Stored items
□ □ □

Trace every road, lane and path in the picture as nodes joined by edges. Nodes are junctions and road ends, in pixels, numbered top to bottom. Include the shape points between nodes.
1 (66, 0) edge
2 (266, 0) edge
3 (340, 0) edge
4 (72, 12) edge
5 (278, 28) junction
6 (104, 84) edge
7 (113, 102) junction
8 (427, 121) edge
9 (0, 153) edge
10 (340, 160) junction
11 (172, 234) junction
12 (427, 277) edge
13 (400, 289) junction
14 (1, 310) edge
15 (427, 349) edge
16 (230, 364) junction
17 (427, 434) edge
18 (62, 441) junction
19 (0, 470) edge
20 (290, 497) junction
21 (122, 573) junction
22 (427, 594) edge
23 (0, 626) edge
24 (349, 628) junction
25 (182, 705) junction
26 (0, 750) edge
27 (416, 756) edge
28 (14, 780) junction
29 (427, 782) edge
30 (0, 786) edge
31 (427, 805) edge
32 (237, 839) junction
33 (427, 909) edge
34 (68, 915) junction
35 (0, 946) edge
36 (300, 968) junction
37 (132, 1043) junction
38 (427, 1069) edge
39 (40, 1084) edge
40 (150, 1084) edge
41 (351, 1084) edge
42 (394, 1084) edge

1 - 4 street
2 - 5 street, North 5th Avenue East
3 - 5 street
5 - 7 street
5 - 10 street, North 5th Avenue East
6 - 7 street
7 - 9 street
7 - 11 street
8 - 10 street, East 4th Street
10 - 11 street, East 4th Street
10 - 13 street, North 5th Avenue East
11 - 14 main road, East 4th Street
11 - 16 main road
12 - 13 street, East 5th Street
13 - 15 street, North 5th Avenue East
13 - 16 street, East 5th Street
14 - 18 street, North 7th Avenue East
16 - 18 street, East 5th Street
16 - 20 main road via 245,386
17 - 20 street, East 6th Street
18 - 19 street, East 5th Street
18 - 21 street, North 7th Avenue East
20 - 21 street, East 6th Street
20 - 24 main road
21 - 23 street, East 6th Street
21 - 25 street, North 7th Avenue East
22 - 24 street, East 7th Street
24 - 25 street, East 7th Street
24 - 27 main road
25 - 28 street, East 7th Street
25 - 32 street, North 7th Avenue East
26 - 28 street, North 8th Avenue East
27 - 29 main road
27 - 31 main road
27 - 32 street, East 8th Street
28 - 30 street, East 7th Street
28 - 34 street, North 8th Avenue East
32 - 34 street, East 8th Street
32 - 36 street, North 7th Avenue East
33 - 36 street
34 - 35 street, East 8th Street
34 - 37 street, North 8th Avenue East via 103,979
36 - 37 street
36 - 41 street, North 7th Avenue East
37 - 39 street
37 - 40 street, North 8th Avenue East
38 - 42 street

□ □ □

TASK DETAILS –
A verbatim reproduction of all the records above is the expected answer.

SOLUTION TO THE EXERCISE –
Trace every road, lane and path in the picture as nodes joined by edges. Nodes are junctions and road ends, in pixels, numbered top to bottom. Include the shape points between nodes.
1 (66, 0) edge
2 (266, 0) edge
3 (340, 0) edge
4 (72, 12) edge
5 (278, 28) junction
6 (104, 84) edge
7 (113, 102) junction
8 (427, 121) edge
9 (0, 153) edge
10 (340, 160) junction
11 (172, 234) junction
12 (427, 277) edge
13 (400, 289) junction
14 (1, 310) edge
15 (427, 349) edge
16 (230, 364) junction
17 (427, 434) edge
18 (62, 441) junction
19 (0, 470) edge
20 (290, 497) junction
21 (122, 573) junction
22 (427, 594) edge
23 (0, 626) edge
24 (349, 628) junction
25 (182, 705) junction
26 (0, 750) edge
27 (416, 756) edge
28 (14, 780) junction
29 (427, 782) edge
30 (0, 786) edge
31 (427, 805) edge
32 (237, 839) junction
33 (427, 909) edge
34 (68, 915) junction
35 (0, 946) edge
36 (300, 968) junction
37 (132, 1043) junction
38 (427, 1069) edge
39 (40, 1084) edge
40 (150, 1084) edge
41 (351, 1084) edge
42 (394, 1084) edge

1 - 4 street
2 - 5 street, North 5th Avenue East
3 - 5 street
5 - 7 street
5 - 10 street, North 5th Avenue East
6 - 7 street
7 - 9 street
7 - 11 street
8 - 10 street, East 4th Street
10 - 11 street, East 4th Street
10 - 13 street, North 5th Avenue East
11 - 14 main road, East 4th Street
11 - 16 main road
12 - 13 street, East 5th Street
13 - 15 street, North 5th Avenue East
13 - 16 street, East 5th Street
14 - 18 street, North 7th Avenue East
16 - 18 street, East 5th Street
16 - 20 main road via 245,386
17 - 20 street, East 6th Street
18 - 19 street, East 5th Street
18 - 21 street, North 7th Avenue East
20 - 21 street, East 6th Street
20 - 24 main road
21 - 23 street, East 6th Street
21 - 25 street, North 7th Avenue East
22 - 24 street, East 7th Street
24 - 25 street, East 7th Street
24 - 27 main road
25 - 28 street, East 7th Street
25 - 32 street, North 7th Avenue East
26 - 28 street, North 8th Avenue East
27 - 29 main road
27 - 31 main road
27 - 32 street, East 8th Street
28 - 30 street, East 7th Street
28 - 34 street, North 8th Avenue East
32 - 34 street, East 8th Street
32 - 36 street, North 7th Avenue East
33 - 36 street
34 - 35 street, East 8th Street
34 - 37 street, North 8th Avenue East via 103,979
36 - 37 street
36 - 41 street, North 7th Avenue East
37 - 39 street
37 - 40 street, North 8th Avenue East
38 - 42 street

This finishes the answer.